— В духовных? Так и сказал? — переспросил я и, не дожидаясь ответа, добавил. — Давай, Занзибар, иди в машину. А дорогу, кстати, знаешь? Никого ведь пока не хоронили…
— Я-то нет, Амалия знает. Она сидит в кабине.
— Она сидит в кабине? — снова переспросил я его, удивившись всколыхнувшемуся во мне сложному чувству, в котором я отказался разбираться, ибо разбирательство не обещало открытия лестных о себе истин. Одно из ощущений успело все-таки пробиться в голову и превратилось в гнетущую мысль о том, что все вокруг несправедливо: несправедливо, что Натела мертва и что мы так и не встретились с нею в Америке; что у меня выкрали тетрадь и что раввин произнес над гробом мои слова, хотя и произнес их для Нателы; что Амалия обещала дожидаться меня за воротами, а сейчас уже ждет в мужнем пикапе не меня, а Занзибара; что Натела проведет последние минуты на земле с людьми, которые ее не знают, — с Занзибаром и Амалией; наконец, что жена моя требует у меня принимать все как есть и жить. Все остальное на свете, абсолютно все, — не отдельно, а как-то вместе — тоже показалось мне очень несправедливым. — Давай лучше сделаем вот как, — обратился я к Занзибару. — Давай лучше за руль сяду я.
— Да? — огорчился он.
— Ты же не хотел за руль! — подсказала мне жена.
Я промолчал и пошел к пикапу.
Задние дверцы были еще распахнуты, и брат мой вместе с Гиви пропихивали в него бочком крышку от гроба, который — изголовьем вперед — уже покоился на заржавленном днище Доджа.
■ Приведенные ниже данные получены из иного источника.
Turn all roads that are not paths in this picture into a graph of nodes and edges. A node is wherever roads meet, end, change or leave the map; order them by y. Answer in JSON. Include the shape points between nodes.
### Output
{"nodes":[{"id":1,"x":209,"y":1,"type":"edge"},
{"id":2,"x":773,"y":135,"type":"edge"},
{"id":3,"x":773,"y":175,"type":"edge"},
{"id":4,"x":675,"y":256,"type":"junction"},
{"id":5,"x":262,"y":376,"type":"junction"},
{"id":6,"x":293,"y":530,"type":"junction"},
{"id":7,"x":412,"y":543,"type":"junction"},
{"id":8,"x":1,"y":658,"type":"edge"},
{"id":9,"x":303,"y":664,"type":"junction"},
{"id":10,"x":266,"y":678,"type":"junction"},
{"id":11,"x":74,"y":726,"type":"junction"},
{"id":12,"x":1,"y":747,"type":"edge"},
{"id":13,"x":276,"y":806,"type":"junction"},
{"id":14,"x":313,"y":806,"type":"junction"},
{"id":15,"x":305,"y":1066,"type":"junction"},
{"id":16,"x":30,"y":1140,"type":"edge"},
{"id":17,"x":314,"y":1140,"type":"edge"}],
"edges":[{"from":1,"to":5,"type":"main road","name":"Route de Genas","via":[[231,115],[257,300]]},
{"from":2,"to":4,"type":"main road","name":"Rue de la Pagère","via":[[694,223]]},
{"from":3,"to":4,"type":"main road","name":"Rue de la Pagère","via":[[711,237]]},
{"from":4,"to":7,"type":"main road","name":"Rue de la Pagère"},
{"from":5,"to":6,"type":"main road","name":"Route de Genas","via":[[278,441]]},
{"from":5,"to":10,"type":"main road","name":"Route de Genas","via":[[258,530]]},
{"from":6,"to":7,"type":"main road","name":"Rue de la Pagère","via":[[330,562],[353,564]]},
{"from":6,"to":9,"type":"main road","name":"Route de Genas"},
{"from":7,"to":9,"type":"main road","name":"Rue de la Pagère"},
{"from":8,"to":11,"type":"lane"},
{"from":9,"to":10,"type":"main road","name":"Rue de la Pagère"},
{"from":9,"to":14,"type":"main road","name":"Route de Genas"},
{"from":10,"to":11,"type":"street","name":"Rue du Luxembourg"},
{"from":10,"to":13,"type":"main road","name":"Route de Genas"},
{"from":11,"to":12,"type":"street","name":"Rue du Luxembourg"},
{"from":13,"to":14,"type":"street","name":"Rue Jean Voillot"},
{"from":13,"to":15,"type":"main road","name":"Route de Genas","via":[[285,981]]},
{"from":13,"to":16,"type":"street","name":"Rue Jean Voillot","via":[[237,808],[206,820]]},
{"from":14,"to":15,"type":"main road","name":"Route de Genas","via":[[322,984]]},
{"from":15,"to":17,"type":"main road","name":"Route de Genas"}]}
Додж представлял собой печальное зрелище: хоть еще и не старый, он был нещадно бит и вызывающе неопрятен. Вместо стекла на задней дверце трепыхалась заклеенная скотчем прозрачная клеенка, а толстый слой пыли на мятых боках был изрешечен просохшими каплями дождя. Впереди, рядом с водительским креслом, сидела Амалия…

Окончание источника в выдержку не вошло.